Moved from IMHO to Café Society, where the filets frolic.
A big ole porterhouse with a sizable fillet - none of this almost-a-t-bone bullshit. It’s a NY strip and fillet in one. Two tasty steaks in one!
Don’t ask me the difference between an NY or a KC Strip, but I go with the strip steak. Excellent meat to fat ratio. I don’t like the ribeye as much, fat to meat ratio again.
Strip steak for me. Voted NY Strip. At Outback I get Filet Mignon. Theres is really good. The strip seems better at the other places I go and thats what I order.
Skirt steak. Especially done right, the way you get it in an Argentine or Uruguayan restaurant. Also great as part of the mixed grill, with prime rib, sweetbreads, blood sausage, and various other bits and pieces of meat.
Filet Mignon with my wife’s marinade, wrapped in bacon, and bbq’d by me.
Everything else is just filler.
There isn’t a difference.
Some would argue that a KC strip is just a NY strip with the bone in.
And some would argue that New Yorkers wouldn’t eat something called a Kansas City strip. (Because ya’ know rubes.) So they called it a NY strip instead.
Porterhouse in a restaurant because they look cool and taste good, and in the hopes the line cook respects the sheer Garnerity of the steak and cooks it good. I’d take two strips in exchange, though.
Ribeye is supposed to technically have a more beefy flavor, known to all as due to the spinalis dorsi, but I buy strips when I eat the cow, just because of their omnipresence and compact essence of cow.
I rarely if ever order steak in a restuarant but at home ribeye from a local source. Grass fed and no hormones. Whacked HARD with a wooden mallet twice per side and cooked medium rare on the BBQ.

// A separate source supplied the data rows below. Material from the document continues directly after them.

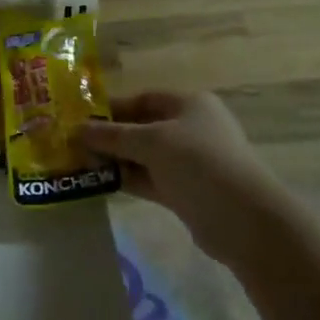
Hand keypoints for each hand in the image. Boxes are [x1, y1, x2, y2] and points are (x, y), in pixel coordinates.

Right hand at [82, 91, 284, 260]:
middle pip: (143, 127)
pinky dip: (128, 179)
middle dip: (111, 136)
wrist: (245, 220)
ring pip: (144, 156)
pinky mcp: (187, 193)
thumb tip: (76, 130)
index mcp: (189, 104)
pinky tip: (100, 183)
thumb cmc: (199, 163)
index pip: (143, 99)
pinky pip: (150, 179)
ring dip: (116, 160)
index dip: (112, 108)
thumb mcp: (152, 142)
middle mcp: (191, 128)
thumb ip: (113, 136)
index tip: (80, 119)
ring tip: (80, 164)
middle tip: (75, 145)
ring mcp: (190, 162)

Why would you marinade a fillet? Leave it in the marinade a bit too long and you get cow pudding. No?
Anyway, my go-to cut is a ribeye, but lately I’ve been experimenting with doing sous vide on alternate cuts, and a couple of times I’ve gotten extremely nice results doing sous vide on a thick top sirloin for an hour or so, then pan finishing. When I’ve done it right (or perhaps gotten an especially good cut) the steak was very tender and the flavor was an indescribable, very intense steak flavor. Highly recommended for you beer-cooler sous viders.
Chicken is handled differently around the world as well. In the US I’m used to obvious parts; thighs, legs, breasts, wings. In the Caribbean, they just take a whole bird and clever it into uniform sized pieces.
I’m right there with you.
I’ve only had (or really even seen) sweetbreads once, that at a South Texas hunting ranch where it was cooked almost to a crisp. They were having a hard time explaining in broken english just what it was other than ‘organ’, but without question it was absolutely delicious.